Subsequently, we compared various performances (e.g., EE, current density, and lifespan) between our CQD catalytic electrolytes and previously reported strategies, particularly conventional electrode-anchored catalysts for Zn–Br FB systems (Fig. 3g and Supplementary Table 1). The Zn–Br FBs with CQD catalytic electrolytes had an EE of 79.5% at high current density and a lifespan of 1970 h, which were higher than most relevant reported value. Thus, CQD catalytic electrolytes effectively enhance Br-based reaction kinetics and maintain highly active catalytic sites even under conditions of high current density or high areal capacity.

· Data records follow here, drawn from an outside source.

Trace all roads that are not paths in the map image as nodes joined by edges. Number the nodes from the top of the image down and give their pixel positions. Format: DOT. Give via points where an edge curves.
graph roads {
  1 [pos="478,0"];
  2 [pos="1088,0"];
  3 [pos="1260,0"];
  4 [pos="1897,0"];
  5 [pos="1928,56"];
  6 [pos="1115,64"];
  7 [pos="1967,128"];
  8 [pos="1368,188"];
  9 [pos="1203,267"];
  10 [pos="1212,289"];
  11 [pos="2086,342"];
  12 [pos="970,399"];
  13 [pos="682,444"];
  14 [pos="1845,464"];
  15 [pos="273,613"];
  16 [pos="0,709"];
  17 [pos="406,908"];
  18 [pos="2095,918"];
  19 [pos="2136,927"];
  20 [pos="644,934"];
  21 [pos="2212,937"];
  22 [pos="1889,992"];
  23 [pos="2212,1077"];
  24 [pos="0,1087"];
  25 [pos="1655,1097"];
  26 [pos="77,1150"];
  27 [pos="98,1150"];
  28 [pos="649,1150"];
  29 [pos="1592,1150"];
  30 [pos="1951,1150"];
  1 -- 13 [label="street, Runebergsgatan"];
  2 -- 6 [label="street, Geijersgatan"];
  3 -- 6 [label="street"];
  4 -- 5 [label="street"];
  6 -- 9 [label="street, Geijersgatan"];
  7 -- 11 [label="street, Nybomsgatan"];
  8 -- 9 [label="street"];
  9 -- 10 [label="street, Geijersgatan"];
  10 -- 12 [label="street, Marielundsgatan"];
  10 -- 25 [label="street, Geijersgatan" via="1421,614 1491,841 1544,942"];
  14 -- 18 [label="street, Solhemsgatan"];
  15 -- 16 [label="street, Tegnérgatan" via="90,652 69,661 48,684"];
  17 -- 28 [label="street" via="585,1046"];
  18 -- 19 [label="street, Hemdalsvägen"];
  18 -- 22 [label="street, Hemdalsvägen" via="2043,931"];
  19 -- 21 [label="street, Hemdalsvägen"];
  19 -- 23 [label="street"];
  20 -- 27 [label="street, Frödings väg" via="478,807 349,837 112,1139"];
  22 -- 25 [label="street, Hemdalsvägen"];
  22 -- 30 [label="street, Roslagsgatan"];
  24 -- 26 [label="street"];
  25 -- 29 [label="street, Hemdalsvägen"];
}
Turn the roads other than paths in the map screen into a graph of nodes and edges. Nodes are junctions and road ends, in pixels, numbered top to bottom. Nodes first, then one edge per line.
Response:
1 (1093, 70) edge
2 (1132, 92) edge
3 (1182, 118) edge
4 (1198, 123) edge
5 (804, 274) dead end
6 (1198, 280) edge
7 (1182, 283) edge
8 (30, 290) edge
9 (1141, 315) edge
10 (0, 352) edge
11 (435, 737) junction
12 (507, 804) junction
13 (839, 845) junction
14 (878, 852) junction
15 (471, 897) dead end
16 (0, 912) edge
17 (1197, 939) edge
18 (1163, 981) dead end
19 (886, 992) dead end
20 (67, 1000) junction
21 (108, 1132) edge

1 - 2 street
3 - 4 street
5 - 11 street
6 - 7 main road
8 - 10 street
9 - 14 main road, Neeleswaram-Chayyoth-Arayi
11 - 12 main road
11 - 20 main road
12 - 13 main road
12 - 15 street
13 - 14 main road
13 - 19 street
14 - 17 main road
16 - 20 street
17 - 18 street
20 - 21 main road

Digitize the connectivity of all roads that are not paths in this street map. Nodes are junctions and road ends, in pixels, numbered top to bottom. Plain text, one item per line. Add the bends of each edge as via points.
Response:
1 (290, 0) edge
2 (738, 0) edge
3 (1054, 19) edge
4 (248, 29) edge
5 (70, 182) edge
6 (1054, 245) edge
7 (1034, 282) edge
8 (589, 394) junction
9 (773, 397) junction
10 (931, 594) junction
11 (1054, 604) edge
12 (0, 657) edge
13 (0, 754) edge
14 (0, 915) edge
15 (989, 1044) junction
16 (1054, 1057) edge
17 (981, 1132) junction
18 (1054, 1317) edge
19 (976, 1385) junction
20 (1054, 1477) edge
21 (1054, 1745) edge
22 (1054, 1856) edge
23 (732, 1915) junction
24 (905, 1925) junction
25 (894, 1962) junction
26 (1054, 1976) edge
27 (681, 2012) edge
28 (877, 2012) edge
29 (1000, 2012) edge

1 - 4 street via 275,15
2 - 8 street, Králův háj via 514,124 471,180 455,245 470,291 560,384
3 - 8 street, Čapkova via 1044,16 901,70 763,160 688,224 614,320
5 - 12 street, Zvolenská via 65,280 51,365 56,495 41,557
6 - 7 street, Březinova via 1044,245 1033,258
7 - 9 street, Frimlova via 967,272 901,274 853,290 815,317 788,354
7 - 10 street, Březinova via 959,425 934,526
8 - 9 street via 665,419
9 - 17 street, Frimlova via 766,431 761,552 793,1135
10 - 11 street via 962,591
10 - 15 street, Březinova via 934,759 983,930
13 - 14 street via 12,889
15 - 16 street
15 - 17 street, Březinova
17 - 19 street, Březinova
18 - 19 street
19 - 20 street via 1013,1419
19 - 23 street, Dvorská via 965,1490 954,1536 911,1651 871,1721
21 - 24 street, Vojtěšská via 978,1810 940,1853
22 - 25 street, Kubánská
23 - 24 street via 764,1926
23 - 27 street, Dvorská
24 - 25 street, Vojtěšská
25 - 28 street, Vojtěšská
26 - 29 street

Anti-freezing effect of CQD catalytic electrolytes

Large-scale energy storage systems are particularly vulnerable to seasonal variations. The inefficiency of batteries under low-temperature conditions poses a persistent challenge. To address this problem, we systematically analyzed the effect of electrolytes in FBs on their efficiency under low-temperature conditions. The blank solution used in this study exhibited a noticeable freezing phenomenon when the temperature decreased to − 30 °C (Fig. 4a). By contrast, the CQD catalytic electrolytes exhibited anti-freezing properties, maintaining a flowable state even at the same low temperature (Fig. 4a and Supplementary Fig. 21). Notably, although the addition of large amounts of salt in the BE can improve its low-temperature performance compared to DI water, the electrolyte froze immediately at – 22 °C (Supplementary Fig. 22), indicating that ice crystals had already formed around – 20 °C. This suggested a reduction in low-temperature performance below – 20 °C.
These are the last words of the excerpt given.